Dataset entries
==========
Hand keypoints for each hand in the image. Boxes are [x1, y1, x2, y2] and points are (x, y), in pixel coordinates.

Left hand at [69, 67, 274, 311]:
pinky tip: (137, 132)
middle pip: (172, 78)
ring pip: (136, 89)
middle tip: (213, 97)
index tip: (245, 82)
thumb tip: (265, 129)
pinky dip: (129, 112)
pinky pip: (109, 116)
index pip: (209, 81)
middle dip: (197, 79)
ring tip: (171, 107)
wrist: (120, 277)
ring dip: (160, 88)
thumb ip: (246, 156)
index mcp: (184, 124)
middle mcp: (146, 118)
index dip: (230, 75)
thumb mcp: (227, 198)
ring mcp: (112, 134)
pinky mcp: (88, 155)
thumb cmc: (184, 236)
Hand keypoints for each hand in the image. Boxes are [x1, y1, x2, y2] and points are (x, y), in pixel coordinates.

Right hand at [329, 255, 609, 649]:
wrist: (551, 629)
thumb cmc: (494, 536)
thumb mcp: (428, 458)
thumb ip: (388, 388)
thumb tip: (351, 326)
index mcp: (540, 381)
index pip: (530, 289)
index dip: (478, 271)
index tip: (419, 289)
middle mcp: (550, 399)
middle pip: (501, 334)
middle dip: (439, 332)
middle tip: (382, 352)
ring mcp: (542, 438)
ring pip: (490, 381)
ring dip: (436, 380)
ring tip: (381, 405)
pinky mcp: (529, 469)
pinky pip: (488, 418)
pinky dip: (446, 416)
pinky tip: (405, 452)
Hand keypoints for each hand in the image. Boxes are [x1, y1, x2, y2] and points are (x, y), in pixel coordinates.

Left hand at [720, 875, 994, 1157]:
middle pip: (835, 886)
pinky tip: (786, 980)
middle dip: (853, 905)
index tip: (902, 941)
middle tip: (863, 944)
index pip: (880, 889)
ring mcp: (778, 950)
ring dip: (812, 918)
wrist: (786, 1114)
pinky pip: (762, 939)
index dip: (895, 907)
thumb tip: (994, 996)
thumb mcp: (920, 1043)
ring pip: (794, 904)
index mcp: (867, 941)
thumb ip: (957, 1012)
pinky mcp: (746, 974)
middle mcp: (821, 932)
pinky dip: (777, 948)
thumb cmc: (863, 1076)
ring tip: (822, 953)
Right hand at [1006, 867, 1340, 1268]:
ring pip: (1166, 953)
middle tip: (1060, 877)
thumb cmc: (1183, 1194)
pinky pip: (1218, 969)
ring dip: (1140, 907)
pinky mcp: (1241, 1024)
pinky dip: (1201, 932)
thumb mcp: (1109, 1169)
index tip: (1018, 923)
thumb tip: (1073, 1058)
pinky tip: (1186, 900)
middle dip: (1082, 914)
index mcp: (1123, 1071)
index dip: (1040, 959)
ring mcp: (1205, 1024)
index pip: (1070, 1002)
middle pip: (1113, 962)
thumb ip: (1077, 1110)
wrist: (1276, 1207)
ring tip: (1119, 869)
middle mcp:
==========
REQUIRED ACTION
For this exercise, output the entries above exactly as written.

WRITTEN RESPONSE
Hand keypoints for each hand in the image. Boxes are [x1, y1, x2, y2] and points are (x, y), in pixel coordinates.

Left hand at [69, 67, 274, 311]:
pinky tip: (137, 132)
middle pip: (172, 78)
ring pip: (136, 89)
middle tip: (213, 97)
index tip: (245, 82)
thumb tip: (265, 129)
pinky dip: (129, 112)
pinky pip: (109, 116)
index pip: (209, 81)
middle dip: (197, 79)
ring tip: (171, 107)
wrist: (120, 277)
ring dip: (160, 88)
thumb ip: (246, 156)
index mcp: (184, 124)
middle mcp: (146, 118)
index dip: (230, 75)
thumb mcp: (227, 198)
ring mcp: (112, 134)
pinky mcp: (88, 155)
thumb cmc: (184, 236)
Hand keypoints for each hand in the image. Boxes are [x1, y1, x2, y2] and points are (x, y), in pixel coordinates.

Right hand at [329, 255, 609, 649]:
wrist: (551, 629)
thumb cmc: (494, 536)
thumb mcp: (428, 458)
thumb ip: (388, 388)
thumb tip: (351, 326)
index mcp: (540, 381)
index pip: (530, 289)
index dip: (478, 271)
index tip: (419, 289)
middle mcp: (550, 399)
middle pip: (501, 334)
middle dip: (439, 332)
middle tip: (382, 352)
ring mcp: (542, 438)
ring pip: (490, 381)
ring dip: (436, 380)
ring tip: (381, 405)
pinky mcp: (529, 469)
pinky pip: (488, 418)
pinky dip: (446, 416)
pinky tip: (405, 452)
Hand keypoints for each hand in the image. Boxes are [x1, y1, x2, y2] and points are (x, y), in pixel coordinates.

Left hand at [720, 875, 994, 1157]:
middle pip: (835, 886)
pinky tip: (786, 980)
middle dip: (853, 905)
index tip: (902, 941)
middle tip: (863, 944)
index pip: (880, 889)
ring mcp: (778, 950)
ring dip: (812, 918)
wrist: (786, 1114)
pinky pip: (762, 939)
index dip: (895, 907)
thumb tip: (994, 996)
thumb mcp: (920, 1043)
ring pip: (794, 904)
index mcp: (867, 941)
thumb ip: (957, 1012)
pinky mcp: (746, 974)
middle mcp: (821, 932)
pinky dip: (777, 948)
thumb cmc: (863, 1076)
ring tip: (822, 953)
Right hand at [1006, 867, 1340, 1268]:
ring pip: (1166, 953)
middle tip: (1060, 877)
thumb cmc: (1183, 1194)
pinky pip: (1218, 969)
ring dip: (1140, 907)
pinky mcp: (1241, 1024)
pinky dip: (1201, 932)
thumb mcp: (1109, 1169)
index tip: (1018, 923)
thumb tip: (1073, 1058)
pinky tip: (1186, 900)
middle dip: (1082, 914)
index mcp: (1123, 1071)
index dip: (1040, 959)
ring mcp: (1205, 1024)
index pip: (1070, 1002)
middle pip: (1113, 962)
thumb ip: (1077, 1110)
wrist: (1276, 1207)
ring tip: (1119, 869)
middle mcp:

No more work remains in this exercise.